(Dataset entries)

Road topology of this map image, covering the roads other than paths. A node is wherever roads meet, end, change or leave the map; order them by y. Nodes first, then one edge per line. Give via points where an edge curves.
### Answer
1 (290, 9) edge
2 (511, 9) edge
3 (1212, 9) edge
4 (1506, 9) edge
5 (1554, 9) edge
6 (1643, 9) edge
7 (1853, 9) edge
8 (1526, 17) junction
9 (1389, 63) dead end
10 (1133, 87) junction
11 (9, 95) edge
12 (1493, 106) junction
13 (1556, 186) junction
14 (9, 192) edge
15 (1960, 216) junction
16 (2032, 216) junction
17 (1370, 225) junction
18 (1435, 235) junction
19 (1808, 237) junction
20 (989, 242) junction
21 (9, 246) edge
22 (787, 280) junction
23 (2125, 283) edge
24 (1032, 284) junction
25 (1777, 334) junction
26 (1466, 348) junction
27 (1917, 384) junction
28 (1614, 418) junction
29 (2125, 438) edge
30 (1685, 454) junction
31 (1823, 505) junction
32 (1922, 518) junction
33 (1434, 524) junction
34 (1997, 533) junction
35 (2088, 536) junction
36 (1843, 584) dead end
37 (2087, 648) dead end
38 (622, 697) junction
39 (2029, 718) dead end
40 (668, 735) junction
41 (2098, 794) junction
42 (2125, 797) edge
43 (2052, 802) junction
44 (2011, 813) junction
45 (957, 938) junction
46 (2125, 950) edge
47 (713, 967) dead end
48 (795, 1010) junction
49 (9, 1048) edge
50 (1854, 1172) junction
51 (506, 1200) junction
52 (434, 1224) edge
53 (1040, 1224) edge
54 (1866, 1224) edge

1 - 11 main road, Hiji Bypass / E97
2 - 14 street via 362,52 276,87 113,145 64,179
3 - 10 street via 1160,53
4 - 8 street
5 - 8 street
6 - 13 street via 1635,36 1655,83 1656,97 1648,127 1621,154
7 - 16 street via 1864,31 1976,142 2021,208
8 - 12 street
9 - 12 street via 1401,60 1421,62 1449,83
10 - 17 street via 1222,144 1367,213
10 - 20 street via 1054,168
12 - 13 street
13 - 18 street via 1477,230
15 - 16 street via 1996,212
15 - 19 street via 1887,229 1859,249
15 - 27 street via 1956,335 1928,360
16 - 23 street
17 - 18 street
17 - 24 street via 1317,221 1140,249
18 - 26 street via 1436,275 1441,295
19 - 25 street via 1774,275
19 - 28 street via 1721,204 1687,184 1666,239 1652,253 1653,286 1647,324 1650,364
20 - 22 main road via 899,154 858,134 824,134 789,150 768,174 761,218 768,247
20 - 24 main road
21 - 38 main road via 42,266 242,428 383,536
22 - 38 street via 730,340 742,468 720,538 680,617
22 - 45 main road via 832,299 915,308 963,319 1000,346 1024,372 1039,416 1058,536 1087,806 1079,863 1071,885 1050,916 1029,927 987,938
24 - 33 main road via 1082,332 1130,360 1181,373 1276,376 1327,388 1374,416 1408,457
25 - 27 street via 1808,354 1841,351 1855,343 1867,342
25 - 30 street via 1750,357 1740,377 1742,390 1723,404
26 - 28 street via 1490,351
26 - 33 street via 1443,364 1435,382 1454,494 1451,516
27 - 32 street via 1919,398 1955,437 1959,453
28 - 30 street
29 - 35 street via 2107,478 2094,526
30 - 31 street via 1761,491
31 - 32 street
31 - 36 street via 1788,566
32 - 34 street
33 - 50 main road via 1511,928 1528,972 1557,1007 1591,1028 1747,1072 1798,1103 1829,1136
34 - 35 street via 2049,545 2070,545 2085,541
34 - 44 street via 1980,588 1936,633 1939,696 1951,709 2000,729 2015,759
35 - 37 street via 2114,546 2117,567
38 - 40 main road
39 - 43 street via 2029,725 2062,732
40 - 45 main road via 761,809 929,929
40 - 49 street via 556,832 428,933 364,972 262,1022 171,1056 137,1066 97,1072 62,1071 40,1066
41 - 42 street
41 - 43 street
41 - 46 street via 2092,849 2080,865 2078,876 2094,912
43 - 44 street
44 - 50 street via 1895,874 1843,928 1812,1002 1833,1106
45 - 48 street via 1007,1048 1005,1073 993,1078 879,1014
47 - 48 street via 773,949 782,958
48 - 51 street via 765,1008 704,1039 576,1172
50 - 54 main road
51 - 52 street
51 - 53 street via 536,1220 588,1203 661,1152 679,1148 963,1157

**GOAL OF THE EXERCISE:**
Make sure that every entry above is copied out exactly as it stands.

**OUTPUT:**
Road topology of this map image, covering the roads other than paths. A node is wherever roads meet, end, change or leave the map; order them by y. Nodes first, then one edge per line. Give via points where an edge curves.
### Answer
1 (290, 9) edge
2 (511, 9) edge
3 (1212, 9) edge
4 (1506, 9) edge
5 (1554, 9) edge
6 (1643, 9) edge
7 (1853, 9) edge
8 (1526, 17) junction
9 (1389, 63) dead end
10 (1133, 87) junction
11 (9, 95) edge
12 (1493, 106) junction
13 (1556, 186) junction
14 (9, 192) edge
15 (1960, 216) junction
16 (2032, 216) junction
17 (1370, 225) junction
18 (1435, 235) junction
19 (1808, 237) junction
20 (989, 242) junction
21 (9, 246) edge
22 (787, 280) junction
23 (2125, 283) edge
24 (1032, 284) junction
25 (1777, 334) junction
26 (1466, 348) junction
27 (1917, 384) junction
28 (1614, 418) junction
29 (2125, 438) edge
30 (1685, 454) junction
31 (1823, 505) junction
32 (1922, 518) junction
33 (1434, 524) junction
34 (1997, 533) junction
35 (2088, 536) junction
36 (1843, 584) dead end
37 (2087, 648) dead end
38 (622, 697) junction
39 (2029, 718) dead end
40 (668, 735) junction
41 (2098, 794) junction
42 (2125, 797) edge
43 (2052, 802) junction
44 (2011, 813) junction
45 (957, 938) junction
46 (2125, 950) edge
47 (713, 967) dead end
48 (795, 1010) junction
49 (9, 1048) edge
50 (1854, 1172) junction
51 (506, 1200) junction
52 (434, 1224) edge
53 (1040, 1224) edge
54 (1866, 1224) edge

1 - 11 main road, Hiji Bypass / E97
2 - 14 street via 362,52 276,87 113,145 64,179
3 - 10 street via 1160,53
4 - 8 street
5 - 8 street
6 - 13 street via 1635,36 1655,83 1656,97 1648,127 1621,154
7 - 16 street via 1864,31 1976,142 2021,208
8 - 12 street
9 - 12 street via 1401,60 1421,62 1449,83
10 - 17 street via 1222,144 1367,213
10 - 20 street via 1054,168
12 - 13 street
13 - 18 street via 1477,230
15 - 16 street via 1996,212
15 - 19 street via 1887,229 1859,249
15 - 27 street via 1956,335 1928,360
16 - 23 street
17 - 18 street
17 - 24 street via 1317,221 1140,249
18 - 26 street via 1436,275 1441,295
19 - 25 street via 1774,275
19 - 28 street via 1721,204 1687,184 1666,239 1652,253 1653,286 1647,324 1650,364
20 - 22 main road via 899,154 858,134 824,134 789,150 768,174 761,218 768,247
20 - 24 main road
21 - 38 main road via 42,266 242,428 383,536
22 - 38 street via 730,340 742,468 720,538 680,617
22 - 45 main road via 832,299 915,308 963,319 1000,346 1024,372 1039,416 1058,536 1087,806 1079,863 1071,885 1050,916 1029,927 987,938
24 - 33 main road via 1082,332 1130,360 1181,373 1276,376 1327,388 1374,416 1408,457
25 - 27 street via 1808,354 1841,351 1855,343 1867,342
25 - 30 street via 1750,357 1740,377 1742,390 1723,404
26 - 28 street via 1490,351
26 - 33 street via 1443,364 1435,382 1454,494 1451,516
27 - 32 street via 1919,398 1955,437 1959,453
28 - 30 street
29 - 35 street via 2107,478 2094,526
30 - 31 street via 1761,491
31 - 32 street
31 - 36 street via 1788,566
32 - 34 street
33 - 50 main road via 1511,928 1528,972 1557,1007 1591,1028 1747,1072 1798,1103 1829,1136
34 - 35 street via 2049,545 2070,545 2085,541
34 - 44 street via 1980,588 1936,633 1939,696 1951,709 2000,729 2015,759
35 - 37 street via 2114,546 2117,567
38 - 40 main road
39 - 43 street via 2029,725 2062,732
40 - 45 main road via 761,809 929,929
40 - 49 street via 556,832 428,933 364,972 262,1022 171,1056 137,1066 97,1072 62,1071 40,1066
41 - 42 street
41 - 43 street
41 - 46 street via 2092,849 2080,865 2078,876 2094,912
43 - 44 street
44 - 50 street via 1895,874 1843,928 1812,1002 1833,1106
45 - 48 street via 1007,1048 1005,1073 993,1078 879,1014
47 - 48 street via 773,949 782,958
48 - 51 street via 765,1008 704,1039 576,1172
50 - 54 main road
51 - 52 street
51 - 53 street via 536,1220 588,1203 661,1152 679,1148 963,1157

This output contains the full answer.